Restating every entry exactly is the whole task.
[Opening EXERCISE DATA section]
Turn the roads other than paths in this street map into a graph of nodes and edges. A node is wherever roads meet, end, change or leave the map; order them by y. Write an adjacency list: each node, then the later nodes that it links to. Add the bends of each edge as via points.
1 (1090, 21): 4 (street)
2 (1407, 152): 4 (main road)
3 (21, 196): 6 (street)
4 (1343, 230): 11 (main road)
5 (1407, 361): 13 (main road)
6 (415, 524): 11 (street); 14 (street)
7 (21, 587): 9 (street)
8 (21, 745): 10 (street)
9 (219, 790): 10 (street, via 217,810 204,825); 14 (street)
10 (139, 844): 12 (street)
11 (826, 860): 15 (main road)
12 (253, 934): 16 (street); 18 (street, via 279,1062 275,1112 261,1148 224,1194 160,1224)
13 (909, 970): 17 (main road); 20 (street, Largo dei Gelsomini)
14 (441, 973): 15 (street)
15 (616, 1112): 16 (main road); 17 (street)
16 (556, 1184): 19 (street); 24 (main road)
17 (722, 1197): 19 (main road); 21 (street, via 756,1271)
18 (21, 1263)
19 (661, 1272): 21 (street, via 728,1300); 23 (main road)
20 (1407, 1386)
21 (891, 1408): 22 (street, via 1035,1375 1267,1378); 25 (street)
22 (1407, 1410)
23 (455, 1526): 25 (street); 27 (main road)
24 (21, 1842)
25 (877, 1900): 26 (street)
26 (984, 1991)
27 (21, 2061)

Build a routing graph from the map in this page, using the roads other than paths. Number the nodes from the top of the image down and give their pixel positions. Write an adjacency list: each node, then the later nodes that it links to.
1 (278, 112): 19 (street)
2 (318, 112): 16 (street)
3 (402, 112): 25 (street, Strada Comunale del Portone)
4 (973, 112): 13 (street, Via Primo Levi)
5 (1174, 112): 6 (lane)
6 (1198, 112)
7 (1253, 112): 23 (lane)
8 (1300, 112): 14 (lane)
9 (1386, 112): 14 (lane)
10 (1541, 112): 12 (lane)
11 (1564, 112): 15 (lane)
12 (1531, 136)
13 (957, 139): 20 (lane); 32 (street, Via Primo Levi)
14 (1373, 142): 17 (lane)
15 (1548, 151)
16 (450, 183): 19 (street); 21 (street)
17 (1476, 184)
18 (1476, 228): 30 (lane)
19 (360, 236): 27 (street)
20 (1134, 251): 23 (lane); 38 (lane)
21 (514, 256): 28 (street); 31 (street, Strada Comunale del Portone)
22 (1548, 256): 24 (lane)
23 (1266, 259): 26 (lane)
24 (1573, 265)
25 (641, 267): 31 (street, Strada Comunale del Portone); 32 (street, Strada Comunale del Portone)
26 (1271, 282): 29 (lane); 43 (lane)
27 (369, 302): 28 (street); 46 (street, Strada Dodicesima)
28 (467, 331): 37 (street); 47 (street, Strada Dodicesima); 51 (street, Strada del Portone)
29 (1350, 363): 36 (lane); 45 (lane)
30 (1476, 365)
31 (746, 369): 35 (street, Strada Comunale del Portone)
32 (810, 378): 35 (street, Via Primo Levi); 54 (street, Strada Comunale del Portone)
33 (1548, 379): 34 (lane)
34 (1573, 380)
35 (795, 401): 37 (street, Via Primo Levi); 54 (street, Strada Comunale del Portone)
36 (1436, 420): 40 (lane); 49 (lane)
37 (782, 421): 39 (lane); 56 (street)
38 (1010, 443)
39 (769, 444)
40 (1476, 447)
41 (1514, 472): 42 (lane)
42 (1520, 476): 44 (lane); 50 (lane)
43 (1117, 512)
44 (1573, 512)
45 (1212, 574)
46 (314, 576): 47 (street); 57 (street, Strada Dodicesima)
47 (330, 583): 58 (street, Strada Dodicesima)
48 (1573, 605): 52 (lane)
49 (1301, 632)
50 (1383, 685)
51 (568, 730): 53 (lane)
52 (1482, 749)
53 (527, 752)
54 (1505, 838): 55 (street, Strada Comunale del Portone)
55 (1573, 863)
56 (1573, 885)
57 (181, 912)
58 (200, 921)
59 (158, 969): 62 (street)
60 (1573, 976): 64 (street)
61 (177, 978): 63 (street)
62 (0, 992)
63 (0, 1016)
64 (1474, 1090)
[Closing EXERCISE DATA section]
- _TASK RESPONSE_:
Turn the roads other than paths in this street map into a graph of nodes and edges. A node is wherever roads meet, end, change or leave the map; order them by y. Write an adjacency list: each node, then the later nodes that it links to. Add the bends of each edge as via points.
1 (1090, 21): 4 (street)
2 (1407, 152): 4 (main road)
3 (21, 196): 6 (street)
4 (1343, 230): 11 (main road)
5 (1407, 361): 13 (main road)
6 (415, 524): 11 (street); 14 (street)
7 (21, 587): 9 (street)
8 (21, 745): 10 (street)
9 (219, 790): 10 (street, via 217,810 204,825); 14 (street)
10 (139, 844): 12 (street)
11 (826, 860): 15 (main road)
12 (253, 934): 16 (street); 18 (street, via 279,1062 275,1112 261,1148 224,1194 160,1224)
13 (909, 970): 17 (main road); 20 (street, Largo dei Gelsomini)
14 (441, 973): 15 (street)
15 (616, 1112): 16 (main road); 17 (street)
16 (556, 1184): 19 (street); 24 (main road)
17 (722, 1197): 19 (main road); 21 (street, via 756,1271)
18 (21, 1263)
19 (661, 1272): 21 (street, via 728,1300); 23 (main road)
20 (1407, 1386)
21 (891, 1408): 22 (street, via 1035,1375 1267,1378); 25 (street)
22 (1407, 1410)
23 (455, 1526): 25 (street); 27 (main road)
24 (21, 1842)
25 (877, 1900): 26 (street)
26 (984, 1991)
27 (21, 2061)

Build a routing graph from the map in this page, using the roads other than paths. Number the nodes from the top of the image down and give their pixel positions. Write an adjacency list: each node, then the later nodes that it links to.
1 (278, 112): 19 (street)
2 (318, 112): 16 (street)
3 (402, 112): 25 (street, Strada Comunale del Portone)
4 (973, 112): 13 (street, Via Primo Levi)
5 (1174, 112): 6 (lane)
6 (1198, 112)
7 (1253, 112): 23 (lane)
8 (1300, 112): 14 (lane)
9 (1386, 112): 14 (lane)
10 (1541, 112): 12 (lane)
11 (1564, 112): 15 (lane)
12 (1531, 136)
13 (957, 139): 20 (lane); 32 (street, Via Primo Levi)
14 (1373, 142): 17 (lane)
15 (1548, 151)
16 (450, 183): 19 (street); 21 (street)
17 (1476, 184)
18 (1476, 228): 30 (lane)
19 (360, 236): 27 (street)
20 (1134, 251): 23 (lane); 38 (lane)
21 (514, 256): 28 (street); 31 (street, Strada Comunale del Portone)
22 (1548, 256): 24 (lane)
23 (1266, 259): 26 (lane)
24 (1573, 265)
25 (641, 267): 31 (street, Strada Comunale del Portone); 32 (street, Strada Comunale del Portone)
26 (1271, 282): 29 (lane); 43 (lane)
27 (369, 302): 28 (street); 46 (street, Strada Dodicesima)
28 (467, 331): 37 (street); 47 (street, Strada Dodicesima); 51 (street, Strada del Portone)
29 (1350, 363): 36 (lane); 45 (lane)
30 (1476, 365)
31 (746, 369): 35 (street, Strada Comunale del Portone)
32 (810, 378): 35 (street, Via Primo Levi); 54 (street, Strada Comunale del Portone)
33 (1548, 379): 34 (lane)
34 (1573, 380)
35 (795, 401): 37 (street, Via Primo Levi); 54 (street, Strada Comunale del Portone)
36 (1436, 420): 40 (lane); 49 (lane)
37 (782, 421): 39 (lane); 56 (street)
38 (1010, 443)
39 (769, 444)
40 (1476, 447)
41 (1514, 472): 42 (lane)
42 (1520, 476): 44 (lane); 50 (lane)
43 (1117, 512)
44 (1573, 512)
45 (1212, 574)
46 (314, 576): 47 (street); 57 (street, Strada Dodicesima)
47 (330, 583): 58 (street, Strada Dodicesima)
48 (1573, 605): 52 (lane)
49 (1301, 632)
50 (1383, 685)
51 (568, 730): 53 (lane)
52 (1482, 749)
53 (527, 752)
54 (1505, 838): 55 (street, Strada Comunale del Portone)
55 (1573, 863)
56 (1573, 885)
57 (181, 912)
58 (200, 921)
59 (158, 969): 62 (street)
60 (1573, 976): 64 (street)
61 (177, 978): 63 (street)
62 (0, 992)
63 (0, 1016)
64 (1474, 1090)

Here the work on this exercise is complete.